◆ Records from a dataset:
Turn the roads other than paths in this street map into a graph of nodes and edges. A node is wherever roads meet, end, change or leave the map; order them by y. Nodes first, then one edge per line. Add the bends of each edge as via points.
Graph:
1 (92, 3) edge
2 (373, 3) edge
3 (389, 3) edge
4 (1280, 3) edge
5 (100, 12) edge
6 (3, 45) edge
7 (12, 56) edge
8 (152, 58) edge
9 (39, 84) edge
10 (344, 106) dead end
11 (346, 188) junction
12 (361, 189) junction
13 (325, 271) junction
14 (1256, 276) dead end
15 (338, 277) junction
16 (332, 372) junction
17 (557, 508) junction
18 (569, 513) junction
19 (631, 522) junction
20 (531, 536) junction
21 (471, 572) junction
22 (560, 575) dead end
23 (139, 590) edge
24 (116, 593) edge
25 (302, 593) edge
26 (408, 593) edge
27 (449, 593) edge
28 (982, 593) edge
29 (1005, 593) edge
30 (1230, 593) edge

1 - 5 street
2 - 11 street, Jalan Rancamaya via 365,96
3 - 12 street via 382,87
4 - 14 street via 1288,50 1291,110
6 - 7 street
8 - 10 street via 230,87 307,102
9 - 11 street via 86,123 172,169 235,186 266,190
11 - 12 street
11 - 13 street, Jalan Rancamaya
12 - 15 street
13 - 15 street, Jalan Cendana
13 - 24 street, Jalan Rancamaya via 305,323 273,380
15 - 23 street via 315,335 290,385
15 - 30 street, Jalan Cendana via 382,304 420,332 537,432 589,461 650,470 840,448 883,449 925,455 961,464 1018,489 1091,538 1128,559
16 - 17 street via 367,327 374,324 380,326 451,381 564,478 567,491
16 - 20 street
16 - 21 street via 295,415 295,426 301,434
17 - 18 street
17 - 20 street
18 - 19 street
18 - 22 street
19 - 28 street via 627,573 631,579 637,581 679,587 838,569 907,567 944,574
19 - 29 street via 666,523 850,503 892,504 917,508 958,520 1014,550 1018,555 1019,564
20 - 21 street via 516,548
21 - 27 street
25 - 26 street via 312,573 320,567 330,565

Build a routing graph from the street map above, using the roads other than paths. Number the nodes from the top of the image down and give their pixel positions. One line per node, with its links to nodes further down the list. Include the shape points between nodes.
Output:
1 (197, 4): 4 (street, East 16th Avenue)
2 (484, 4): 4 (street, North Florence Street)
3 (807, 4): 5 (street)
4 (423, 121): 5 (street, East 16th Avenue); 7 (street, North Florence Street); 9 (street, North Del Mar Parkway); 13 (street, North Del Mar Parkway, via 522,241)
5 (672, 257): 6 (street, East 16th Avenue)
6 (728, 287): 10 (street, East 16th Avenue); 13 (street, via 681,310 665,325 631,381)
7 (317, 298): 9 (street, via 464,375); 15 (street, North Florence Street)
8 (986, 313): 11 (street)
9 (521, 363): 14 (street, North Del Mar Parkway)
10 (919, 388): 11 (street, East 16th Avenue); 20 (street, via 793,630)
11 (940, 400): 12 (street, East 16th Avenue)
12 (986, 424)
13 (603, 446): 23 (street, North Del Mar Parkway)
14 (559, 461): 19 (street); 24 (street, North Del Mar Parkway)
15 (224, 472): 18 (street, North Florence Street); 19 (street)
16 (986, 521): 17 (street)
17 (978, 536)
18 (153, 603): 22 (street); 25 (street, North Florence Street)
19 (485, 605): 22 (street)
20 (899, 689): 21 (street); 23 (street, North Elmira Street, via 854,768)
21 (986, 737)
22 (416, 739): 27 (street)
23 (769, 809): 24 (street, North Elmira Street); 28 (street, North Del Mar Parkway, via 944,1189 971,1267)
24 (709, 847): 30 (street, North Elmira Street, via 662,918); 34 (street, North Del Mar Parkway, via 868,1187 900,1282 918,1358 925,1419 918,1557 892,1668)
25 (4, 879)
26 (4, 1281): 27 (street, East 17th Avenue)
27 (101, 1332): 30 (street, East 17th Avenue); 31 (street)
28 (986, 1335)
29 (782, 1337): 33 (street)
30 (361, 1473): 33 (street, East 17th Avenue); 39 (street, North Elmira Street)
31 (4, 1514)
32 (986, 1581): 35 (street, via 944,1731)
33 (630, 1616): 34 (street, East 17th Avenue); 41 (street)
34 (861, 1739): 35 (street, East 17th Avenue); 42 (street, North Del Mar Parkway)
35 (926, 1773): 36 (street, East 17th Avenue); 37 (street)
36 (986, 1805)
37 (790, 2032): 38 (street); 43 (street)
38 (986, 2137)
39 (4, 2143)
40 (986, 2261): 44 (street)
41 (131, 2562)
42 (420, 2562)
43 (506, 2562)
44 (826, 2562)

◆ AIM OF THE TASK: Extract every line above containing the word "Avenue".

◆ EXPECTED ANSWER:
1 (197, 4): 4 (street, East 16th Avenue)
4 (423, 121): 5 (street, East 16th Avenue); 7 (street, North Florence Street); 9 (street, North Del Mar Parkway); 13 (street, North Del Mar Parkway, via 522,241)
5 (672, 257): 6 (street, East 16th Avenue)
6 (728, 287): 10 (street, East 16th Avenue); 13 (street, via 681,310 665,325 631,381)
10 (919, 388): 11 (street, East 16th Avenue); 20 (street, via 793,630)
11 (940, 400): 12 (street, East 16th Avenue)
26 (4, 1281): 27 (street, East 17th Avenue)
27 (101, 1332): 30 (street, East 17th Avenue); 31 (street)
30 (361, 1473): 33 (street, East 17th Avenue); 39 (street, North Elmira Street)
33 (630, 1616): 34 (street, East 17th Avenue); 41 (street)
34 (861, 1739): 35 (street, East 17th Avenue); 42 (street, North Del Mar Parkway)
35 (926, 1773): 36 (street, East 17th Avenue); 37 (street)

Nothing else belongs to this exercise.